Hocking River (Athens County) and Tuscarawas & Walhonding River (Coshocton County) - Water levels have returned to slightly above the norm for the season on the Hocking River. Conditions remain above the norm for the Tuscarawas River and the Walhonding River. However, anglers are contending with the cooler weather pattern with some successful catches of smallmouth bass and saugeye. The preferred lures used would include: white/chartreuse colored twister tails or grubs fished by slow jigging and use of live bait (3"-4" shiners) with bobber. Catches of crappie at or near low-head dams have also been reported from anglers using only live bait or white twisters tipped with a minnow/shiner fished by tight line or slow retrieve. Although smallmouth bass may be found at all these river systems, the saugeye is primarily found within the Tuscarawas River and Walhonding River. 

Jackson Lake (Jackson County) - Water conditions are slightly stained but stable. Water temperature has modified significantly from the mid 60's to the lower 50's. Bass anglers have had success fishing with motor oil colored tube baits and slowly retrieved spinners. Crappie anglers have landed fish up to 14" using jigs with white grubs tipped with a minnow.

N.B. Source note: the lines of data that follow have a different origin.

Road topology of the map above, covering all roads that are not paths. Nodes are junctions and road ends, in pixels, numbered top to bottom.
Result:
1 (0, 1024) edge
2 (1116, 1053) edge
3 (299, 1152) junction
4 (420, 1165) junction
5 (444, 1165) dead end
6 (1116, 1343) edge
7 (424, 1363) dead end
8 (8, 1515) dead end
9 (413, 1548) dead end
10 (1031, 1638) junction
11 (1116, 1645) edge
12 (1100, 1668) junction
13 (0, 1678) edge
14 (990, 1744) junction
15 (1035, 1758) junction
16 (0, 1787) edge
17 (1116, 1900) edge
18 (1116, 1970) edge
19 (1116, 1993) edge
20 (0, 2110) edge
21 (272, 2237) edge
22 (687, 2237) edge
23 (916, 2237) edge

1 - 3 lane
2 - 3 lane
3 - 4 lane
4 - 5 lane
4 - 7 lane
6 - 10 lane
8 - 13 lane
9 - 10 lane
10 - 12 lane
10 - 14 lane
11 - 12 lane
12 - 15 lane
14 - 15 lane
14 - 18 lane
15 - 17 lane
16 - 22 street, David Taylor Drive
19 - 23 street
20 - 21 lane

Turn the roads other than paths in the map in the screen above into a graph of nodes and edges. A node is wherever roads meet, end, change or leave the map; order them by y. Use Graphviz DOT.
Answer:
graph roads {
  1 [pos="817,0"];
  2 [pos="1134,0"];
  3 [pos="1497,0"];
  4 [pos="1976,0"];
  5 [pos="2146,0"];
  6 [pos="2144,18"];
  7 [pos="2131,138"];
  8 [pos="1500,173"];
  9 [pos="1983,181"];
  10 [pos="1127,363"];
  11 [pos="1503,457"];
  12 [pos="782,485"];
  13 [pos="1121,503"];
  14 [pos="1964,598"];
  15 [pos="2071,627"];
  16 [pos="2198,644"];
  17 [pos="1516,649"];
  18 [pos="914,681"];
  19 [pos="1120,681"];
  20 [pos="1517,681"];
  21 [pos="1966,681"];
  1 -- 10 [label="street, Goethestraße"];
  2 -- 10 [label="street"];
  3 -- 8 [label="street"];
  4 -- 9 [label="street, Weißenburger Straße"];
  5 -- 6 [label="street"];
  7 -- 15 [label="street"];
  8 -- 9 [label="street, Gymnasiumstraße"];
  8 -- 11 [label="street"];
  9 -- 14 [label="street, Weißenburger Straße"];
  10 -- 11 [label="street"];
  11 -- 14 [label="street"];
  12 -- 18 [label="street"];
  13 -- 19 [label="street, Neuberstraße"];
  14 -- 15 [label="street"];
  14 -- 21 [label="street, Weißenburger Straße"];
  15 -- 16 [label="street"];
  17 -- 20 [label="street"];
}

Hammertown Reservoir (Jackson County) - This water area remains clear and stable under the worst rainfall events. It is a welcomed fishing haven for the early spring bass angler. The recent stocking of catchable trout has yielded good catches for anglers using pink, orange or yellow Powerbaits. Anglers are also catching saugeye in the 1 lb. to 3 lbs. range using white or chartreuse twisters tipped by with a minnow and also from incidental catches using the methods above for trout. 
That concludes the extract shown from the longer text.